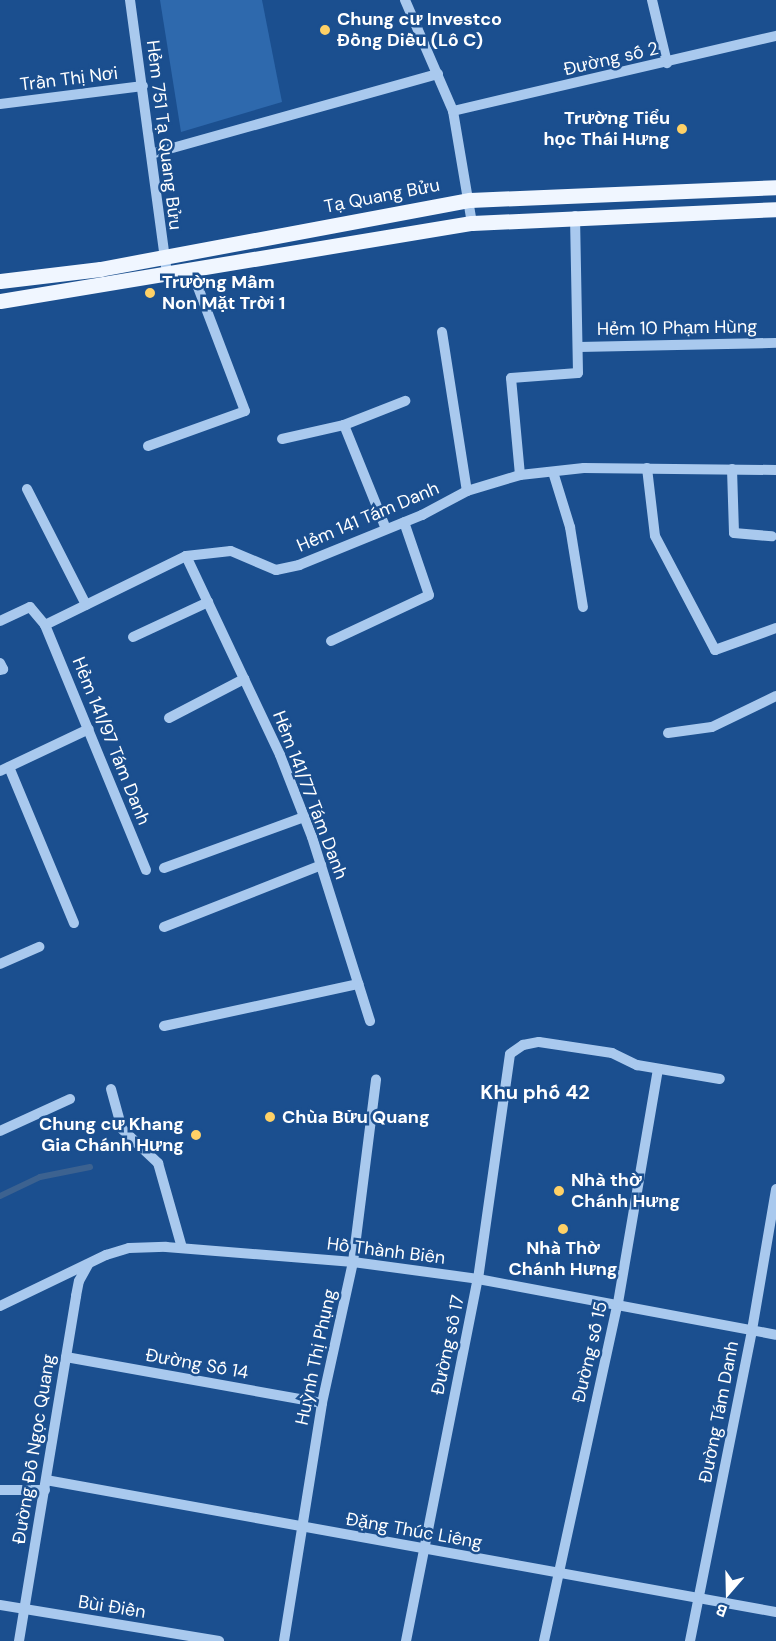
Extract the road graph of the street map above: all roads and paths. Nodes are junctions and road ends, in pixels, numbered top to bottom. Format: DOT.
graph roads {
  1 [pos="130,0"];
  2 [pos="405,0"];
  3 [pos="652,0"];
  4 [pos="776,36"];
  5 [pos="667,63"];
  6 [pos="438,74"];
  7 [pos="143,86"];
  8 [pos="0,104"];
  9 [pos="453,111"];
  10 [pos="151,154"];
  11 [pos="776,187"];
  12 [pos="470,200"];
  13 [pos="776,209"];
  14 [pos="575,216"];
  15 [pos="472,223"];
  16 [pos="163,257"];
  17 [pos="191,269"];
  18 [pos="166,274"];
  19 [pos="0,281"];
  20 [pos="0,301"];
  21 [pos="442,332"];
  22 [pos="776,343"];
  23 [pos="579,347"];
  24 [pos="405,401"];
  25 [pos="344,425"];
  26 [pos="282,439"];
  27 [pos="148,446"];
  28 [pos="647,468"];
  29 [pos="732,469"];
  30 [pos="776,470"];
  31 [pos="553,472"];
  32 [pos="520,475"];
  33 [pos="27,489"];
  34 [pos="467,490"];
  35 [pos="405,522"];
  36 [pos="386,530"];
  37 [pos="772,536"];
  38 [pos="186,556"];
  39 [pos="208,602"];
  40 [pos="86,605"];
  41 [pos="583,607"];
  42 [pos="0,621"];
  43 [pos="45,625"];
  44 [pos="776,628"];
  45 [pos="133,637"];
  46 [pos="331,641"];
  47 [pos="0,663"];
  48 [pos="0,670"];
  49 [pos="244,679"];
  50 [pos="776,696"];
  51 [pos="170,718"];
  52 [pos="89,729"];
  53 [pos="668,733"];
  54 [pos="4,769"];
  55 [pos="304,817"];
  56 [pos="321,865"];
  57 [pos="164,868"];
  58 [pos="146,870"];
  59 [pos="74,923"];
  60 [pos="164,927"];
  61 [pos="39,947"];
  62 [pos="0,964"];
  63 [pos="359,984"];
  64 [pos="370,1021"];
  65 [pos="164,1026"];
  66 [pos="658,1069"];
  67 [pos="376,1079"];
  68 [pos="720,1079"];
  69 [pos="111,1089"];
  70 [pos="70,1099"];
  71 [pos="0,1131"];
  72 [pos="776,1189"];
  73 [pos="182,1248"];
  74 [pos="353,1262"];
  75 [pos="89,1265"];
  76 [pos="478,1279"];
  77 [pos="618,1303"];
  78 [pos="0,1306"];
  79 [pos="753,1330"];
  80 [pos="776,1335"];
  81 [pos="66,1357"];
  82 [pos="322,1403"];
  83 [pos="45,1485"];
  84 [pos="0,1490"];
  85 [pos="302,1528"];
  86 [pos="422,1550"];
  87 [pos="557,1573"];
  88 [pos="699,1599"];
  89 [pos="0,1605"];
  90 [pos="26,1609"];
  91 [pos="776,1612"];
  92 [pos="19,1641"];
  93 [pos="219,1641"];
  94 [pos="284,1641"];
  95 [pos="406,1641"];
  96 [pos="544,1641"];
  97 [pos="690,1641"];
  1 -- 7 [label="street, Hẻm 751 Tạ Quang Bửu"];
  2 -- 6 [label="street"];
  3 -- 5 [label="street"];
  4 -- 5 [label="street, Đường số 2"];
  5 -- 9 [label="street, Đường số 2"];
  6 -- 9 [label="street"];
  6 -- 10 [label="street"];
  7 -- 8 [label="street, Trần Thị Nơi"];
  7 -- 10 [label="street, Hẻm 751 Tạ Quang Bửu"];
  9 -- 12 [label="street"];
  10 -- 16 [label="street, Hẻm 751 Tạ Quang Bửu"];
  11 -- 12 [label="main road, Tạ Quang Bửu"];
  12 -- 15 [label="street"];
  12 -- 16 [label="main road, Tạ Quang Bửu"];
  13 -- 14 [label="main road"];
  14 -- 15 [label="main road"];
  14 -- 23 [label="street"];
  15 -- 17 [label="main road"];
  16 -- 18 [label="street, Hẻm 751 Tạ Quang Bửu"];
  16 -- 19 [label="main road, Tạ Quang Bửu"];
  17 -- 18 [label="main road"];
  17 -- 27 [label="street"];
  18 -- 20 [label="main road"];
  21 -- 34 [label="street"];
  22 -- 23 [label="street, Hẻm 10 Phạm Hùng"];
  23 -- 32 [label="street"];
  24 -- 25 [label="street"];
  25 -- 26 [label="street"];
  25 -- 36 [label="street"];
  28 -- 29 [label="street, Hẻm 141 Tám Danh"];
  28 -- 31 [label="street, Hẻm 141 Tám Danh"];
  28 -- 44 [label="street"];
  29 -- 30 [label="street, Hẻm 141 Tám Danh"];
  29 -- 37 [label="street"];
  31 -- 32 [label="street, Hẻm 141 Tám Danh"];
  31 -- 41 [label="street"];
  32 -- 34 [label="street, Hẻm 141 Tám Danh"];
  33 -- 40 [label="street"];
  34 -- 35 [label="street, Hẻm 141 Tám Danh"];
  35 -- 36 [label="street, Hẻm 141 Tám Danh"];
  35 -- 46 [label="street"];
  36 -- 38 [label="street, Hẻm 141 Tám Danh"];
  38 -- 39 [label="street, Hẻm 141/77 Tám Danh"];
  38 -- 40 [label="street, Hẻm 141 Tám Danh"];
  39 -- 45 [label="street"];
  39 -- 49 [label="street, Hẻm 141/77 Tám Danh"];
  40 -- 43 [label="street, Hẻm 141 Tám Danh"];
  42 -- 43 [label="street"];
  43 -- 52 [label="street, Hẻm 141/97 Tám Danh"];
  47 -- 48 [label="street"];
  49 -- 51 [label="street"];
  49 -- 55 [label="street, Hẻm 141/77 Tám Danh"];
  50 -- 53 [label="street"];
  52 -- 54 [label="street"];
  52 -- 58 [label="street, Hẻm 141/97 Tám Danh"];
  54 -- 59 [label="street"];
  55 -- 56 [label="street, Hẻm 141/77 Tám Danh"];
  55 -- 57 [label="street"];
  56 -- 60 [label="street"];
  56 -- 63 [label="street, Hẻm 141/77 Tám Danh"];
  61 -- 62 [label="street"];
  63 -- 64 [label="street, Hẻm 141/77 Tám Danh"];
  63 -- 65 [label="street"];
  66 -- 68 [label="street"];
  66 -- 76 [label="street, Đường số 17"];
  66 -- 77 [label="street, Đường số 15"];
  67 -- 74 [label="street, Huỳnh Thị Phụng"];
  69 -- 73 [label="street"];
  70 -- 71 [label="street"];
  72 -- 79 [label="street, Đường Tám Danh"];
  73 -- 74 [label="street, Hồ Thành Biên"];
  73 -- 75 [label="street, Hồ Thành Biên"];
  74 -- 76 [label="street, Hồ Thành Biên"];
  74 -- 82 [label="street, Huỳnh Thị Phụng"];
  75 -- 78 [label="street, Hồ Thành Biên"];
  75 -- 81 [label="street, Đường Đỗ Ngọc Quang"];
  76 -- 77 [label="street, Hồ Thành Biên"];
  76 -- 86 [label="street, Đường số 17"];
  77 -- 79 [label="street, Hồ Thành Biên"];
  77 -- 87 [label="street, Đường số 15"];
  79 -- 80 [label="street, Hồ Thành Biên"];
  79 -- 88 [label="street, Đường Tám Danh"];
  81 -- 82 [label="street, Đường Số 14"];
  81 -- 83 [label="street, Đường Đỗ Ngọc Quang"];
  82 -- 85 [label="street, Huỳnh Thị Phụng"];
  83 -- 84 [label="street, Đặng Thúc Liêng"];
  83 -- 85 [label="street, Đặng Thúc Liêng"];
  83 -- 90 [label="street, Đường Đỗ Ngọc Quang"];
  85 -- 86 [label="street, Đặng Thúc Liêng"];
  85 -- 94 [label="street, Huỳnh Thị Phụng"];
  86 -- 87 [label="street, Đặng Thúc Liêng"];
  86 -- 95 [label="street, Đường số 17"];
  87 -- 88 [label="street, Đặng Thúc Liêng"];
  87 -- 96 [label="street, Đường số 15"];
  88 -- 91 [label="street, Đặng Thúc Liêng"];
  88 -- 97 [label="street, Đường Tám Danh"];
  89 -- 90 [label="street, Bùi Điền"];
  90 -- 92 [label="street, Đường Đỗ Ngọc Quang"];
  90 -- 93 [label="street, Bùi Điền"];
}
◇ ◇ ◇ ◇ ◇ ◇ ◇
Check each line above for the word "Liêng", and copy the lines where it appears.

  83 -- 84 [label="street, Đặng Thúc Liêng"];
  83 -- 85 [label="street, Đặng Thúc Liêng"];
  85 -- 86 [label="street, Đặng Thúc Liêng"];
  86 -- 87 [label="street, Đặng Thúc Liêng"];
  87 -- 88 [label="street, Đặng Thúc Liêng"];
  88 -- 91 [label="street, Đặng Thúc Liêng"];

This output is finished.